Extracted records

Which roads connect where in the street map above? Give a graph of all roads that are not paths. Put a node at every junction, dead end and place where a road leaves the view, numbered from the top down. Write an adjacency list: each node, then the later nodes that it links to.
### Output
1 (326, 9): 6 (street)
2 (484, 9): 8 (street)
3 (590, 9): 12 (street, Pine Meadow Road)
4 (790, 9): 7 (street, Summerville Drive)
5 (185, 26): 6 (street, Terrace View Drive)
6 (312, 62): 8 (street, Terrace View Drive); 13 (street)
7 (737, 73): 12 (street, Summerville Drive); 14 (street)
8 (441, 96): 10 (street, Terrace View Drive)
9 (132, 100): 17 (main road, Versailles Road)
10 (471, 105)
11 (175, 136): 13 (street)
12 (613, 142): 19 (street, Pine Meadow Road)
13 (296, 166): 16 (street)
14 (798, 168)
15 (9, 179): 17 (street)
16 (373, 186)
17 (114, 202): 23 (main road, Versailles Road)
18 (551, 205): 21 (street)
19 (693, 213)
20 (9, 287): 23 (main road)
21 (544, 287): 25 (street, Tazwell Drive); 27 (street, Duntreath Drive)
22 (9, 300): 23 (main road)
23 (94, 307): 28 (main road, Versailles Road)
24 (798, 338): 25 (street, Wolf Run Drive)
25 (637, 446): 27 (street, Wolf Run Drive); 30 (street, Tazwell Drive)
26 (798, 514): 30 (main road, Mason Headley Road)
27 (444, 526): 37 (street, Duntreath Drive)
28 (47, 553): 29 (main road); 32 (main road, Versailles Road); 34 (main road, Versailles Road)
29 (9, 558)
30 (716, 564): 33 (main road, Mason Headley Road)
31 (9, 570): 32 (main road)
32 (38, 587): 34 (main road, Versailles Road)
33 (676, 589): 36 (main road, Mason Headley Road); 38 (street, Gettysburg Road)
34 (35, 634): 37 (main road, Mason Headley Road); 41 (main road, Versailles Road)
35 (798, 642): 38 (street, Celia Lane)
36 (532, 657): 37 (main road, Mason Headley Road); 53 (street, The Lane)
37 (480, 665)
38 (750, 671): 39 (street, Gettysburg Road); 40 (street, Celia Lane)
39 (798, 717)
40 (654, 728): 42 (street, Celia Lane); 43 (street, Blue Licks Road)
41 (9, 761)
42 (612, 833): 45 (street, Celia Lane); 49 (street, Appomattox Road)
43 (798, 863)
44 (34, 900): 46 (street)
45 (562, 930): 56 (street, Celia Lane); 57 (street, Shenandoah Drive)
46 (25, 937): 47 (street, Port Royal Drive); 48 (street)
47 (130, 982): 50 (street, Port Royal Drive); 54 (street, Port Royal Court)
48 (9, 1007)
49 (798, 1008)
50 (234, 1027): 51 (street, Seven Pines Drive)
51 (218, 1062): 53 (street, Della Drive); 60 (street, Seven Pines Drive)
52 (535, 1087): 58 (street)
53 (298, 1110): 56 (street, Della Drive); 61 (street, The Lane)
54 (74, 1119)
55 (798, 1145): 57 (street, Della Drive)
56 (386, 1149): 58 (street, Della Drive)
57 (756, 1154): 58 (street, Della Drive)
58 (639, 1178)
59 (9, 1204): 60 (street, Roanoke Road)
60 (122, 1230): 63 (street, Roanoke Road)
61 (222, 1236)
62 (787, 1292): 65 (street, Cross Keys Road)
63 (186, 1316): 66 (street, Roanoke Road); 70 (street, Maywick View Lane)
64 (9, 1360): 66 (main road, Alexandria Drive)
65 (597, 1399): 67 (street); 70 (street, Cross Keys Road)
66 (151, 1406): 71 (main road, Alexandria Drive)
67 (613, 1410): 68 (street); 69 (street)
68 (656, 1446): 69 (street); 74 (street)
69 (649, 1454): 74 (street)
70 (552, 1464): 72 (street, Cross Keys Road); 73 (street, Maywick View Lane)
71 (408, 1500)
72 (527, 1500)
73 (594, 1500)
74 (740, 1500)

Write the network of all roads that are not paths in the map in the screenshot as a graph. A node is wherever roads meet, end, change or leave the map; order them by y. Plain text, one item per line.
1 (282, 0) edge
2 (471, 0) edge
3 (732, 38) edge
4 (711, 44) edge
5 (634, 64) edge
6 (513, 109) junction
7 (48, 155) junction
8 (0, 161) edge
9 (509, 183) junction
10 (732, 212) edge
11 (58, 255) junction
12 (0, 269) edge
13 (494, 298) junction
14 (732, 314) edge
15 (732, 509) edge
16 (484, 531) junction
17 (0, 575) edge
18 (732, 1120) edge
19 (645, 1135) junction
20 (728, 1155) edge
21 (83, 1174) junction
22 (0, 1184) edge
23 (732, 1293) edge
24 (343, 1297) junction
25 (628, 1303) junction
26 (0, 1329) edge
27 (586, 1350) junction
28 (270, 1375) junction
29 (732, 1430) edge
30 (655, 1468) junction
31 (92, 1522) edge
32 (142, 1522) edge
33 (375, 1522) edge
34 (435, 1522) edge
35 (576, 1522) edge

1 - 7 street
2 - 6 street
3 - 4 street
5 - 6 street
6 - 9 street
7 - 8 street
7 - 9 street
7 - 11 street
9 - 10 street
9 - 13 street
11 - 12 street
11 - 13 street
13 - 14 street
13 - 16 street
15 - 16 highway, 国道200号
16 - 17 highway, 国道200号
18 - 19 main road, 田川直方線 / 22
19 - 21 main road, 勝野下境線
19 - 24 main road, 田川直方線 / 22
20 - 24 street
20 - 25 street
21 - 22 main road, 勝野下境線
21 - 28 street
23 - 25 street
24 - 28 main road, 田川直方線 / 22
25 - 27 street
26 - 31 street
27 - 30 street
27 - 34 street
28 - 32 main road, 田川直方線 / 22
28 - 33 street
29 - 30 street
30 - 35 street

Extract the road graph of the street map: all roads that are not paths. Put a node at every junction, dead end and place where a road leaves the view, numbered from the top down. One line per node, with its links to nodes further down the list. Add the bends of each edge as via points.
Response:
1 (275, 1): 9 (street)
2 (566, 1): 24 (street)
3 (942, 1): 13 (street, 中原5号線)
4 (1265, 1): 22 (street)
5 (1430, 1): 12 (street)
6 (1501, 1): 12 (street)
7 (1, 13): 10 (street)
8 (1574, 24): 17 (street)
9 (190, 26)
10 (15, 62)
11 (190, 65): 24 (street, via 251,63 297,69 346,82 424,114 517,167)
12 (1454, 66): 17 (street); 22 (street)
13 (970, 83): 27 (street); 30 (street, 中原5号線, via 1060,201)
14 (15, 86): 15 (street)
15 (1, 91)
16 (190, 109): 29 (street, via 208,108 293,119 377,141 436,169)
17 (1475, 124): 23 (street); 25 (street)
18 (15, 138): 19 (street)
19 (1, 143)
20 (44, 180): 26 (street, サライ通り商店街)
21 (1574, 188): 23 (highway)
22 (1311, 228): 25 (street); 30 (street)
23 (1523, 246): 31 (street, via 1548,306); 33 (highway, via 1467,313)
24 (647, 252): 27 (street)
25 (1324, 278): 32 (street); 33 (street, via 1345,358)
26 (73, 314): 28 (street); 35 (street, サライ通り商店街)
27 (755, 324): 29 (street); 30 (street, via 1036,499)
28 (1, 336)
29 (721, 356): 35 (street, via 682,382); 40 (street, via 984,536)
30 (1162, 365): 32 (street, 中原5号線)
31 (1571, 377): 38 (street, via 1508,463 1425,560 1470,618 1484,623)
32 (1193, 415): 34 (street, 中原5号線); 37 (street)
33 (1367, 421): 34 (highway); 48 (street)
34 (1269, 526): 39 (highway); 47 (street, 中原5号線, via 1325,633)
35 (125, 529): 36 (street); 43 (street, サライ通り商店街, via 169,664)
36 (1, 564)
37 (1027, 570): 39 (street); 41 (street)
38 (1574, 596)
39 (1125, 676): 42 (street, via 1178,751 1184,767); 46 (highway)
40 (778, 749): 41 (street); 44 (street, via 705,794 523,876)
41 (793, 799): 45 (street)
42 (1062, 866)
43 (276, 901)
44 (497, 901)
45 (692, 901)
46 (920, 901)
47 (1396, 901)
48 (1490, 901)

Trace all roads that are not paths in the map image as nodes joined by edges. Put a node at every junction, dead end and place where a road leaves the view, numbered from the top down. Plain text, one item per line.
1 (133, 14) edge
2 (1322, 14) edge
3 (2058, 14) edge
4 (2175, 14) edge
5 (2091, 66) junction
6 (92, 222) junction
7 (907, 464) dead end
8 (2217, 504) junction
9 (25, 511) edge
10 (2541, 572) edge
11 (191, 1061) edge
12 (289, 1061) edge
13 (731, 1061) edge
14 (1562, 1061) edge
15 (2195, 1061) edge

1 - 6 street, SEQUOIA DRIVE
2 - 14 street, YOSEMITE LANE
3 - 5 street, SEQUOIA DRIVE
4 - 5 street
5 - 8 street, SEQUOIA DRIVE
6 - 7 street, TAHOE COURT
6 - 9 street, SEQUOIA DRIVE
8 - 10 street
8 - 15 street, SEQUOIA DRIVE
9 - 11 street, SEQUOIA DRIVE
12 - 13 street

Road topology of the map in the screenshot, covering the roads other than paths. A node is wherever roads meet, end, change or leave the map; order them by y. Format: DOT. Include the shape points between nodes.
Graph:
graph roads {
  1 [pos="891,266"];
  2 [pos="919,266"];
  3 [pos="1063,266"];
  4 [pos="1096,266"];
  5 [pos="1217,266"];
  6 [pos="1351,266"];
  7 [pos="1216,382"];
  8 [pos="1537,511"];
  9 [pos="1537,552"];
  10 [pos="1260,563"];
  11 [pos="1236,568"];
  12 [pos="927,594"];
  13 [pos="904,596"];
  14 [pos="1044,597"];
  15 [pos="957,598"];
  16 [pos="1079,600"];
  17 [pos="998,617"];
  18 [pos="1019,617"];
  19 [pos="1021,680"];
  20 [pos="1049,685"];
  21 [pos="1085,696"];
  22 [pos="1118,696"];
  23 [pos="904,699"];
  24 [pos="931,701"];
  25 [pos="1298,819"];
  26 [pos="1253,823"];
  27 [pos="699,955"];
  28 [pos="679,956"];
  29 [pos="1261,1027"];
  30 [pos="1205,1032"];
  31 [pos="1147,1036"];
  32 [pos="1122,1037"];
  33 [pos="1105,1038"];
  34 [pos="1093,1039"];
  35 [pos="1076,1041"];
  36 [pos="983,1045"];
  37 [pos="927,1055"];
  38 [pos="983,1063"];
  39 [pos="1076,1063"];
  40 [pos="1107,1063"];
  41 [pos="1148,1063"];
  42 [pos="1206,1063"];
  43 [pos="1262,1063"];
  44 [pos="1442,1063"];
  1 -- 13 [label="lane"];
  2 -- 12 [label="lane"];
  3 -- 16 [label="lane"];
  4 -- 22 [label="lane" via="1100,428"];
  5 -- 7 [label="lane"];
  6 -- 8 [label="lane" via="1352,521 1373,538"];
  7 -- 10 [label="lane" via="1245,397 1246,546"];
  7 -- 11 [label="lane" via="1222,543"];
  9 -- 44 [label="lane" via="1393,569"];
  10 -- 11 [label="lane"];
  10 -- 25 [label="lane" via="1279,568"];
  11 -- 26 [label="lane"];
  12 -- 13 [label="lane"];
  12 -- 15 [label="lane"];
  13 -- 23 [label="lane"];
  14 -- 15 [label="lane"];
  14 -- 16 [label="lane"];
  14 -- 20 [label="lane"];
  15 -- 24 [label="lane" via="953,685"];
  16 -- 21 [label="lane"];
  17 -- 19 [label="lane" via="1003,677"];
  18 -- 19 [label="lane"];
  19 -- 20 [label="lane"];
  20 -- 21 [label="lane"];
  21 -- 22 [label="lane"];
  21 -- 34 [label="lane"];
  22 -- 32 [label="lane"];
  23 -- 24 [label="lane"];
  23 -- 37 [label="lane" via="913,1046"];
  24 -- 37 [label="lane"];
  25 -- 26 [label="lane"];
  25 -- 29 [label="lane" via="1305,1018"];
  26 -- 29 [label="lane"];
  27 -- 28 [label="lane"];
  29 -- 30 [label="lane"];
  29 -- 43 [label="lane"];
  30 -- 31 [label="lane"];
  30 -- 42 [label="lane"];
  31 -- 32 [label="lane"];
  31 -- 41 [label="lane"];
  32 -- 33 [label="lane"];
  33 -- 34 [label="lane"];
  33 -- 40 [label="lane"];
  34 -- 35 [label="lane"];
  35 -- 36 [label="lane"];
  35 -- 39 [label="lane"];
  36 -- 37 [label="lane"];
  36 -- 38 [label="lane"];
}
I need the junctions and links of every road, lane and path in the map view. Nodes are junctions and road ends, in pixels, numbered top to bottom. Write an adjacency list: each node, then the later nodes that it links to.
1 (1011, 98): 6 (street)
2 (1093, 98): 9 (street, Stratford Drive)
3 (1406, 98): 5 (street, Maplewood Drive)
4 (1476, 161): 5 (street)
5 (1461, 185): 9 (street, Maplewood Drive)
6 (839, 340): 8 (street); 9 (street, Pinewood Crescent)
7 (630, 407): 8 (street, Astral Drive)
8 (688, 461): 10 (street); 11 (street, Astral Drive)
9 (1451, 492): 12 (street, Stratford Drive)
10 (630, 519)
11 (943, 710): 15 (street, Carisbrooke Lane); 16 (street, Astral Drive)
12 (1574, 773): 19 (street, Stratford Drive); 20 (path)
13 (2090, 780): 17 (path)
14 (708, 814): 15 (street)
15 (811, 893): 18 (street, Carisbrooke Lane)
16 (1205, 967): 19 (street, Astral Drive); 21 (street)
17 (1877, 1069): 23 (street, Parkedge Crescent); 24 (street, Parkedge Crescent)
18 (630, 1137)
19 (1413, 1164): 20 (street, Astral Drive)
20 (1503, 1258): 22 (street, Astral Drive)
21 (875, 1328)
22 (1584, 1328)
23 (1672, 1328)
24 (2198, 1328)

TASK BRIEF: Find the lines above that contain the word "Port" and collect them.

EXPECTED OUTPUT:
46 (25, 937): 47 (street, Port Royal Drive); 48 (street)
47 (130, 982): 50 (street, Port Royal Drive); 54 (street, Port Royal Court)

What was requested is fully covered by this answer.